§ 1806. Immigration and transition

Type Statute
Publication 2026-03-26
State In force
Department United States Congress
Source OLRC
Reform history JSON API
§ 1806. Immigration and transition

(a) Application of the Immigration and Nationality Act and establishment of a transition program

(1) In general Subject to paragraphs (2) and (3), effective on the first day of the first full month commencing 1 year after May 8, 2008 (hereafter referred to as the “transition program effective date”), the provisions of the “immigration laws” (as defined in section 101(a)(17) of the Immigration and Nationality Act (8 U.S.C. 1101(a)(17))) shall apply to the Commonwealth of the Northern Mariana Islands (referred to in this section as the “Commonwealth”), except as otherwise provided in this section.

(2) Transition period There shall be a transition period beginning on the transition program effective date and ending on December 31, 2029, during which the Secretary of Homeland Security, in consultation with the Secretary of State, the Attorney General, the Secretary of Labor, and the Secretary of the Interior, shall establish, administer, and enforce a transition program to regulate immigration to the Commonwealth, as provided in this section (hereafter referred to as the “transition program”).

(3) Delay of commencement of transition period

(A) In general The Secretary of Homeland Security, in the Secretary’s sole discretion, in consultation with the Secretary of the Interior, the Secretary of Labor, the Secretary of State, the Attorney General, and the Governor of the Commonwealth, may determine that the transition program effective date be delayed for a period not to exceed more than 180 days after such date.

(B) Congressional notification The Secretary of Homeland Security shall notify the Congress of a determination under subparagraph (A) not later than 30 days prior to the transition program effective date.

(C) Congressional review A delay of the transition program effective date shall not take effect until 30 days after the date on which the notification under subparagraph (B) is made.

(4) Requirement for regulations The transition program shall be implemented pursuant to regulations to be promulgated, as appropriate, by the head of each agency or department of the United States having responsibilities under the transition program.
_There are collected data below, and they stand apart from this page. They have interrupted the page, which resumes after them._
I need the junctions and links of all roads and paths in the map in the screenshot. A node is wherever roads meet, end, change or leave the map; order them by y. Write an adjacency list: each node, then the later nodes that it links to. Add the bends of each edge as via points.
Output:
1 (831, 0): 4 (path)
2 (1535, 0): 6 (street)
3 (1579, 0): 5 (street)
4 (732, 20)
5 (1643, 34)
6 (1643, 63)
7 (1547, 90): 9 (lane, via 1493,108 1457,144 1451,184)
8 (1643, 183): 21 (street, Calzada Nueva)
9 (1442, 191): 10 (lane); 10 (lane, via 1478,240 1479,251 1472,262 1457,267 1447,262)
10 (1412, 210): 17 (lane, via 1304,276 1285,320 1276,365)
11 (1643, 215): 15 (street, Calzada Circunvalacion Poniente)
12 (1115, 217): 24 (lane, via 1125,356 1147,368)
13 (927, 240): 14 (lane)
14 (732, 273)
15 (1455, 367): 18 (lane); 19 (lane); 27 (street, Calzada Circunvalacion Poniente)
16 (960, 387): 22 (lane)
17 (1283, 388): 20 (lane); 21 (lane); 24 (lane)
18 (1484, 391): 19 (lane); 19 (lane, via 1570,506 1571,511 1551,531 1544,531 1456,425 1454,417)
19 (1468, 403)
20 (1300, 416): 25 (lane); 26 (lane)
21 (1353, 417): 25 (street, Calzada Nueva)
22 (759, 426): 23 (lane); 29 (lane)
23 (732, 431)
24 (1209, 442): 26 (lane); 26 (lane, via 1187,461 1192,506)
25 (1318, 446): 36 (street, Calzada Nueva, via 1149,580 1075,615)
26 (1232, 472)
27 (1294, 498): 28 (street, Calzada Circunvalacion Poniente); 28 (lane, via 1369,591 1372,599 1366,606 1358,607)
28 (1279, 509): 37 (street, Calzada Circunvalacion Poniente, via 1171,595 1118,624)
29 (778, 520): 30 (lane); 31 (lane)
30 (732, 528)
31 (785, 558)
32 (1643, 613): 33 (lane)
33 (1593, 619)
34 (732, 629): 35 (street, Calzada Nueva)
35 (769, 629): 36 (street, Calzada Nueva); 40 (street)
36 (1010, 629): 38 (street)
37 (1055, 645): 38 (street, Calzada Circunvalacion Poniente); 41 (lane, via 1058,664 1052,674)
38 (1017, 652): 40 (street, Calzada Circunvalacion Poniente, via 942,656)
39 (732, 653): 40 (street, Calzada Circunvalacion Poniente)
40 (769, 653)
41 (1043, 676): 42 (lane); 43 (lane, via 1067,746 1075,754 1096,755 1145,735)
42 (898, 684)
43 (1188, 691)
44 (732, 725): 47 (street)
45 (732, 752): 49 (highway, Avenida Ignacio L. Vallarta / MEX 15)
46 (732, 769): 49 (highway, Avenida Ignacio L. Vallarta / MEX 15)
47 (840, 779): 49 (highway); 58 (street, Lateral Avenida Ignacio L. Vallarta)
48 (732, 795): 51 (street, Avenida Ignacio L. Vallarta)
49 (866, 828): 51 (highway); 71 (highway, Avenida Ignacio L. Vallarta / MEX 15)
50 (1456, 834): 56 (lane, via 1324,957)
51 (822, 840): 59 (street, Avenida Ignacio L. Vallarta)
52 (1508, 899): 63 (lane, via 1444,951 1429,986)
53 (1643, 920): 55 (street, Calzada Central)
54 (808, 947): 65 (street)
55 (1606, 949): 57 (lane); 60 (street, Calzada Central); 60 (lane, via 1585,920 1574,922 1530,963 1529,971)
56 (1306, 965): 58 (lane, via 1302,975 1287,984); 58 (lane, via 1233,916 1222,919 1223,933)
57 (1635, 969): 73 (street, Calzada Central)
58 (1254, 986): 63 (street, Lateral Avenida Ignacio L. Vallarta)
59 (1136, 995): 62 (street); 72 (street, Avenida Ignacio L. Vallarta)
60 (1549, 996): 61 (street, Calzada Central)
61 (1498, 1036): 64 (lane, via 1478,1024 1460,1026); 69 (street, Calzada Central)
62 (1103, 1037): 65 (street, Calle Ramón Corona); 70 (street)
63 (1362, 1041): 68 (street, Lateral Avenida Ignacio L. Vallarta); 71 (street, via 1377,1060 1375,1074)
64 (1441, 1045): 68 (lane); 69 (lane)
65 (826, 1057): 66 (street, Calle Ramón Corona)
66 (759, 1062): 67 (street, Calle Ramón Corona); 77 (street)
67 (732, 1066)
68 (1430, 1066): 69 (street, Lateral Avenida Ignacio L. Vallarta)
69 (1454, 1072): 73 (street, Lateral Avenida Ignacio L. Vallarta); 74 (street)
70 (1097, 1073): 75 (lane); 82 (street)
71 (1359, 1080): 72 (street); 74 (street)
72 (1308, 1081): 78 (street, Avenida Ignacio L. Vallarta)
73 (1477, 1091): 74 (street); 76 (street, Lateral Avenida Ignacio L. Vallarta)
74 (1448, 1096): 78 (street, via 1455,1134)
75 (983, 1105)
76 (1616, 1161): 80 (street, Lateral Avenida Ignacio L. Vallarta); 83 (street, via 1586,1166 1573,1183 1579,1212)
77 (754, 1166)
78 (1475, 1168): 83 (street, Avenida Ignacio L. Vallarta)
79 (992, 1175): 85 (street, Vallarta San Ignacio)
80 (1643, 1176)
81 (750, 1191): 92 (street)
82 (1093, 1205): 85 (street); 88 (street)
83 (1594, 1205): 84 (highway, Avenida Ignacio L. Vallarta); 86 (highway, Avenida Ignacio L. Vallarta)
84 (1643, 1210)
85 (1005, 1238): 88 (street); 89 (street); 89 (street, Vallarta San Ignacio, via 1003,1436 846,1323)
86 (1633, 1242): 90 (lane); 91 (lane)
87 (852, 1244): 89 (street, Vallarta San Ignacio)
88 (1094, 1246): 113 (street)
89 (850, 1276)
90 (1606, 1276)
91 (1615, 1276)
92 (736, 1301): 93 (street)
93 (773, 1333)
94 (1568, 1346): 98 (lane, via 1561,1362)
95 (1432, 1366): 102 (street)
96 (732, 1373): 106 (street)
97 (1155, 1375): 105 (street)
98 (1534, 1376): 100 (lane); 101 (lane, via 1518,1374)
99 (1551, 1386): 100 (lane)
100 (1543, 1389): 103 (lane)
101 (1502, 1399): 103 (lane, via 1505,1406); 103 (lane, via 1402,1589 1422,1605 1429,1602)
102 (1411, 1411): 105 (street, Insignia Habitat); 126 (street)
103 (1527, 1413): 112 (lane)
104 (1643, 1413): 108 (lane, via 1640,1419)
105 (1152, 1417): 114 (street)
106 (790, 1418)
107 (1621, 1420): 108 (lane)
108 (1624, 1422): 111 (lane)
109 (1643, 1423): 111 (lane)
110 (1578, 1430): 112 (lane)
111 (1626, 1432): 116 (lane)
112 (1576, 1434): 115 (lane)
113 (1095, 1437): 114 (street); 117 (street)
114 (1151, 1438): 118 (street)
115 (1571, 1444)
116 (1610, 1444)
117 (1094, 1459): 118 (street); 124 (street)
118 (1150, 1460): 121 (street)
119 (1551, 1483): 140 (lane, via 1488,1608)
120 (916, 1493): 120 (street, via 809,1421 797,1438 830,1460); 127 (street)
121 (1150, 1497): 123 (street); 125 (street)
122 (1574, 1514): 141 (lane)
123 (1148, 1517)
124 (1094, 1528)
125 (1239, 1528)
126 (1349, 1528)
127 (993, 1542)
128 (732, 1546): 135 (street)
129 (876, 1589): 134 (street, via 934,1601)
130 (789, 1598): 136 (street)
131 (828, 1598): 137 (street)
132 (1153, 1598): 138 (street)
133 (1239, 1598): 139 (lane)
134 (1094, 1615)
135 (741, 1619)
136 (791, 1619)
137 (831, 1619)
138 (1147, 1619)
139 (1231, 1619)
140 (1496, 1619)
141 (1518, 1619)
(5) Interagency agreements The Secretary of Homeland Security, the Secretary of State, the Secretary of Labor, and the Secretary of the Interior shall negotiate and implement agreements among their agencies to identify and assign their respective duties so as to ensure timely and proper implementation of the provisions of this section. The agreements should address, at a minimum, procedures to ensure that Commonwealth employers have access to adequate labor, and that tourists, students, retirees, and other visitors have access to the Commonwealth without unnecessary delay or impediment. The agreements may also allocate funding between the respective agencies tasked with various responsibilities under this section.

(6) Fees for training United States workers

(A) Supplemental fee

(i) In general In addition to fees imposed pursuant to section 286(m) of the Immigration and Nationality Act (8 U.S.C. 1356(m)) to recover the full costs of adjudication services, the Secretary shall impose an annual supplemental fee of $200 per nonimmigrant worker on each prospective employer who is issued a permit under subsection (d)(3) during the transition program. A prospective employer that is issued a permit with a validity period of longer than 1 year shall pay the fee for each year of requested validity at the time the permit is requested.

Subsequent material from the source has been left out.